[What to do] Go through the data below and return each line where the string "highway" appears.

BEGIN

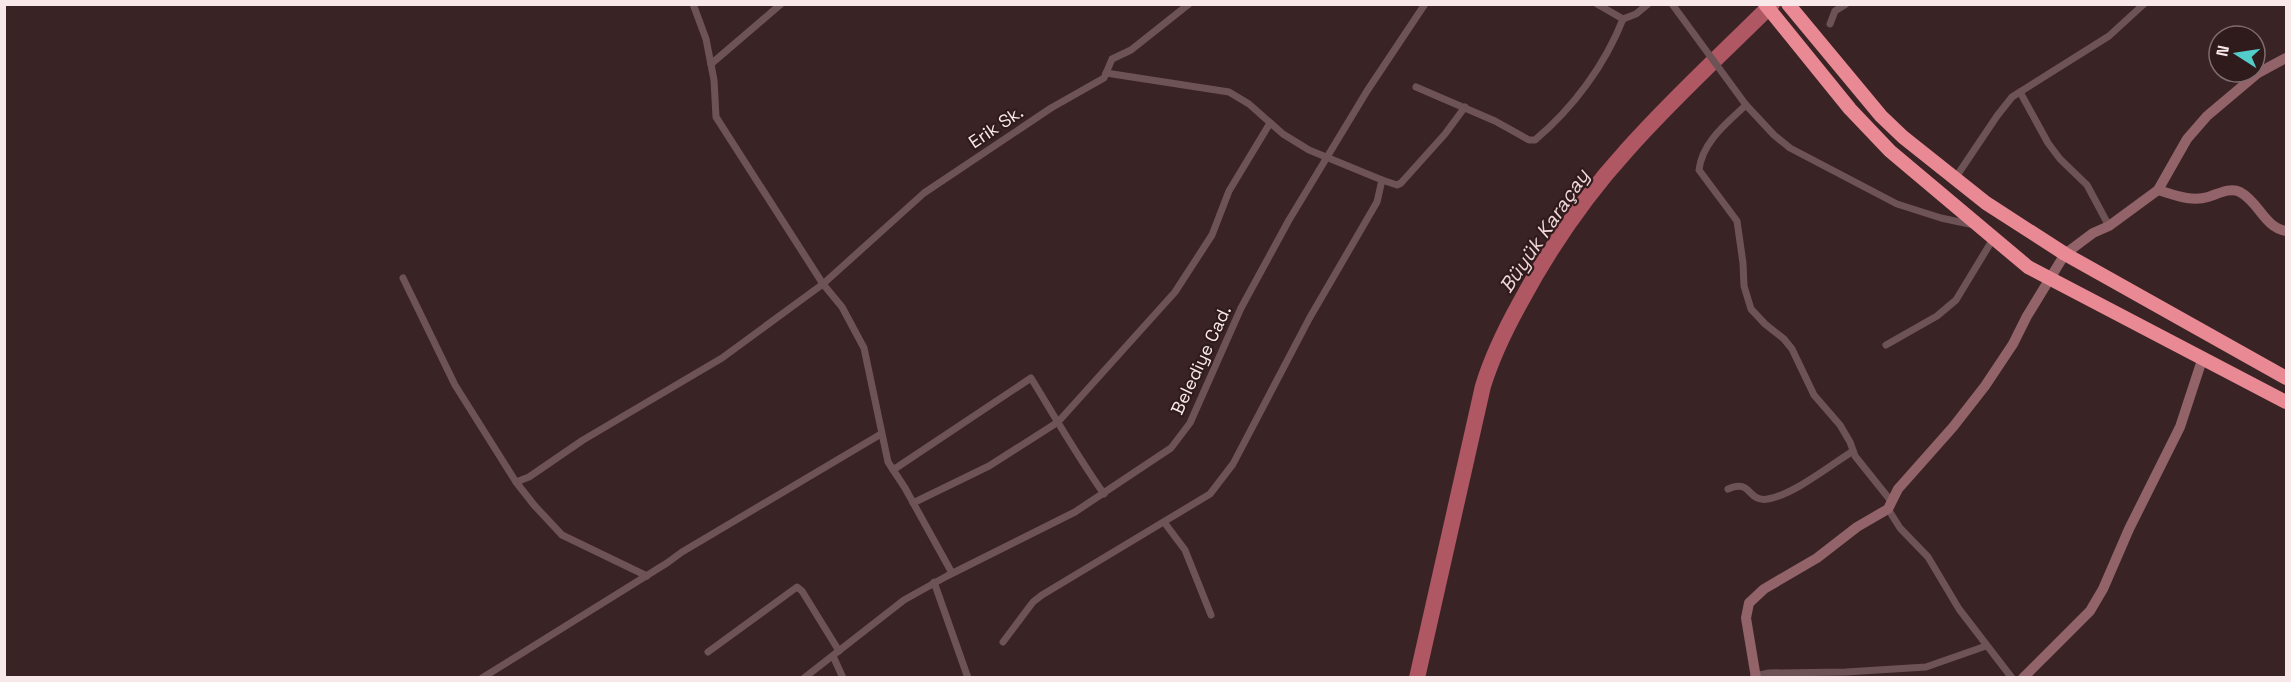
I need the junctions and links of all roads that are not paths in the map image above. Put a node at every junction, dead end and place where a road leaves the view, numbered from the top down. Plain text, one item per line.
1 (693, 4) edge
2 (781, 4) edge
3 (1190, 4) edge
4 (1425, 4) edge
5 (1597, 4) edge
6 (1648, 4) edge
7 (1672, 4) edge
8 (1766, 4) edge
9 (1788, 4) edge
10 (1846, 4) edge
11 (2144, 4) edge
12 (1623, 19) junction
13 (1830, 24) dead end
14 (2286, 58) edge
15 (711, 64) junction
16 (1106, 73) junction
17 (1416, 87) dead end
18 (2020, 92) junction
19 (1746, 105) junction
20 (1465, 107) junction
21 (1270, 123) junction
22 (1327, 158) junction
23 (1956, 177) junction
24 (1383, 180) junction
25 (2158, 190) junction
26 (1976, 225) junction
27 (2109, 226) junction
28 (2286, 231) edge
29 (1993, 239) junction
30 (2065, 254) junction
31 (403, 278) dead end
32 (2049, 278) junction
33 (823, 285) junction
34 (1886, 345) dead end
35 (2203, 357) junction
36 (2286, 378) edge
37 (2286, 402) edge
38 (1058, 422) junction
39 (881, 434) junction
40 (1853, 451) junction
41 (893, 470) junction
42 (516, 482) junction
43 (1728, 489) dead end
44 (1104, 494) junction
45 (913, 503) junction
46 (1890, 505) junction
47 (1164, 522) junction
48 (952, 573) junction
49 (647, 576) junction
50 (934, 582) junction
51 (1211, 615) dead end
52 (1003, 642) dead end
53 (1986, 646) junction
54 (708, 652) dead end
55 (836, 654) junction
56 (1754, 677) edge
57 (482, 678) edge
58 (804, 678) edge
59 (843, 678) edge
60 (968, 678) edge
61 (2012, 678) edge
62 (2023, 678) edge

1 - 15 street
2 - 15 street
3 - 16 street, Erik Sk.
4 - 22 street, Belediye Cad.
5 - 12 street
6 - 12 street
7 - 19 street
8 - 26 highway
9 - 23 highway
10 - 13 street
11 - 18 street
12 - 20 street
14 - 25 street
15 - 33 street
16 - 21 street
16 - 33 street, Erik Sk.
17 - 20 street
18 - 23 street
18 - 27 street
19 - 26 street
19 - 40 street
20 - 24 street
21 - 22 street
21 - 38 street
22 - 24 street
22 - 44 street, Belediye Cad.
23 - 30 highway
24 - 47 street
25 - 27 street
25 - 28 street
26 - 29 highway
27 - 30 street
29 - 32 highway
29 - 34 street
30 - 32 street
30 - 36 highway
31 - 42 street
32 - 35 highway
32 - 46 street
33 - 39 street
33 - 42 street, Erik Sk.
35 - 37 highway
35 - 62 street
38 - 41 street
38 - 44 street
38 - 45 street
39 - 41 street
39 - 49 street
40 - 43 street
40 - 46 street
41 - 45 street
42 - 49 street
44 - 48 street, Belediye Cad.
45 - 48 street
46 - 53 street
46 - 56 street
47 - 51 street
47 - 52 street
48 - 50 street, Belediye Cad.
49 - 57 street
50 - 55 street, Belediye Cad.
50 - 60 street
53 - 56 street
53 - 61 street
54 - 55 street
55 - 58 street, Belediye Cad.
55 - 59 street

END

[Response area]
8 - 26 highway
9 - 23 highway
23 - 30 highway
26 - 29 highway
29 - 32 highway
30 - 36 highway
32 - 35 highway
35 - 37 highway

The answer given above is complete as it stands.